When today’s massive email circulation lists include both clients and their counsel, that can raise an issue of legal ethics. The ethical rules governing lawyers declare that once a client has hired a lawyer, the lawyer acting for any other party cannot communicate directly with the represented party. Instead, the lawyers are just supposed to talk to other lawyers, unless those other lawyers (not their clients) have consented otherwise. It is a paternalistic rule that treats clients as unsophisticated children. It may make sense in personal injury litigation or employment discrimination cases, but it often doesn’t make sense in sophisticated commercial transactions. There, the clients are just as sophisticated as their counsel, and know just as well how to protect themselves. Nevertheless, the rule applies even in that context.
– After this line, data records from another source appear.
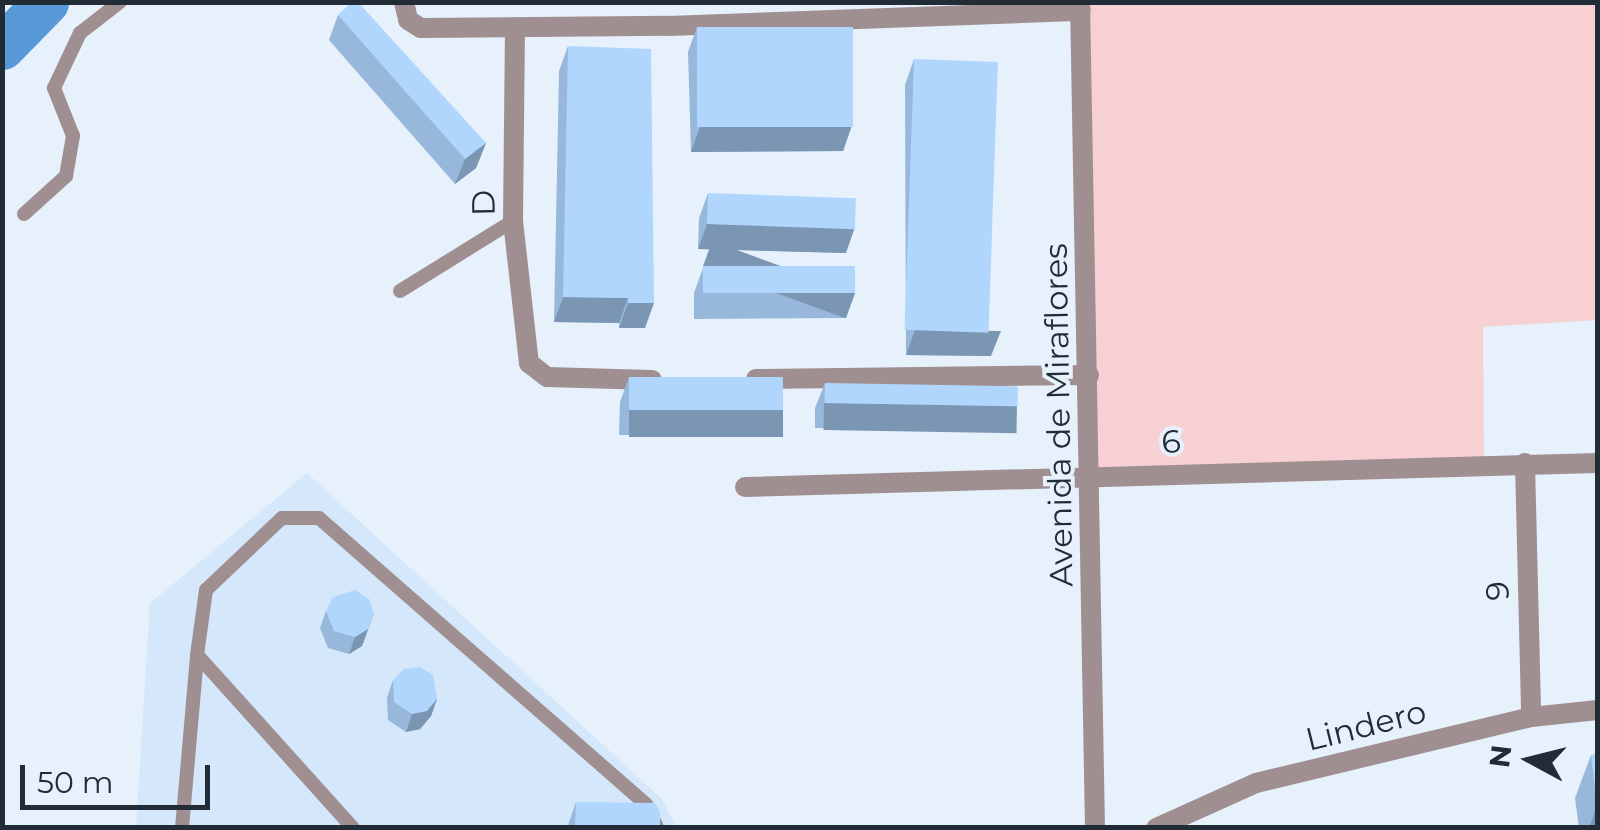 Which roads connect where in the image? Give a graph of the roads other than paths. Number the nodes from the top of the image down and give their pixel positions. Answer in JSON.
{"nodes":[{"id":1,"x":120,"y":2,"type":"edge"},
{"id":2,"x":1080,"y":7,"type":"edge"},
{"id":3,"x":402,"y":8,"type":"edge"},
{"id":4,"x":704,"y":12,"type":"edge"},
{"id":5,"x":515,"y":28,"type":"junction"},
{"id":6,"x":24,"y":214,"type":"dead end"},
{"id":7,"x":513,"y":221,"type":"junction"},
{"id":8,"x":400,"y":291,"type":"dead end"},
{"id":9,"x":1089,"y":375,"type":"junction"},
{"id":10,"x":726,"y":379,"type":"edge"},
{"id":11,"x":666,"y":380,"type":"edge"},
{"id":12,"x":1598,"y":462,"type":"edge"},
{"id":13,"x":1525,"y":463,"type":"junction"},
{"id":14,"x":1090,"y":474,"type":"junction"},
{"id":15,"x":745,"y":488,"type":"dead end"},
{"id":16,"x":197,"y":655,"type":"junction"},
{"id":17,"x":1598,"y":710,"type":"edge"},
{"id":18,"x":1531,"y":717,"type":"junction"},
{"id":19,"x":182,"y":828,"type":"edge"},
{"id":20,"x":353,"y":828,"type":"edge"},
{"id":21,"x":657,"y":828,"type":"edge"},
{"id":22,"x":1095,"y":828,"type":"edge"},
{"id":23,"x":1156,"y":828,"type":"edge"}],
"edges":[{"from":1,"to":6,"type":"lane"},
{"from":2,"to":4,"type":"street"},
{"from":2,"to":9,"type":"street","name":"Avenida de Miraflores"},
{"from":3,"to":5,"type":"street"},
{"from":4,"to":5,"type":"street"},
{"from":5,"to":7,"type":"street","name":"D"},
{"from":7,"to":8,"type":"lane"},
{"from":7,"to":11,"type":"street","name":"D"},
{"from":9,"to":10,"type":"street"},
{"from":9,"to":14,"type":"street","name":"Avenida de Miraflores"},
{"from":12,"to":13,"type":"street","name":"6"},
{"from":13,"to":14,"type":"street","name":"6"},
{"from":13,"to":18,"type":"street","name":"9"},
{"from":14,"to":15,"type":"street","name":"6"},
{"from":14,"to":22,"type":"street","name":"Avenida de Miraflores"},
{"from":16,"to":19,"type":"lane"},
{"from":16,"to":20,"type":"lane"},
{"from":16,"to":21,"type":"lane"},
{"from":17,"to":18,"type":"street","name":"Lindero"},
{"from":18,"to":23,"type":"street","name":"Lindero"}]}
When a lawyer working on a major commercial transaction presses the “reply all” button to respond to an email with a long list of recipients, that often means the lawyer will communicate directly with clients on the other side of the transaction, because those clients are part of the distribution list for the email. Does that violate the ethical rule against communicating directly with the other lawyer’s client? In some states, the answer may be “yes,” and the lawyer isn’t supposed to do it. So if the lawyer wants to “reply all” to an email, the lawyer needs to remove from the distribution any client represented by some other lawyer.
The American Bar Association recently issued a formal ethics ruling that took a more practical approach. According to the ABA, when a lawyer sends out any email to another lawyer, and includes their own client in the distribution, that implies the lawyer has consented to a “reply all” that includes the client. It seems rather obvious. It wasn’t obvious, though, to the ethics officials in some states, who frowned on the practice. Any lawyer in one of those states probably shouldn’t rely on the ABA ethics opinion. Instead, at the outset of a transaction all the lawyers should either consent (or not) to including their clients in email distribution lists – assuming the clients want to be included.
At some point, a better system for collaboration should replace email, but it hasn’t happened yet. Email remains the collaboration system (if it can be called a system) of choice. Software entrepreneurs have come up with products that seek to better control and organize the flow of information within and between teams of people working together. In our own experience testing several of those products, we found that they merely replaced an endless disorganized accretion of email with an endless accretion of disorganized piles of information in some other format. It wasn’t any better than email. It might have been worse.
Until something definitively better comes along, the business world seems to be stuck with email, including broad distribution lists and endless email threads in major commercial transactions.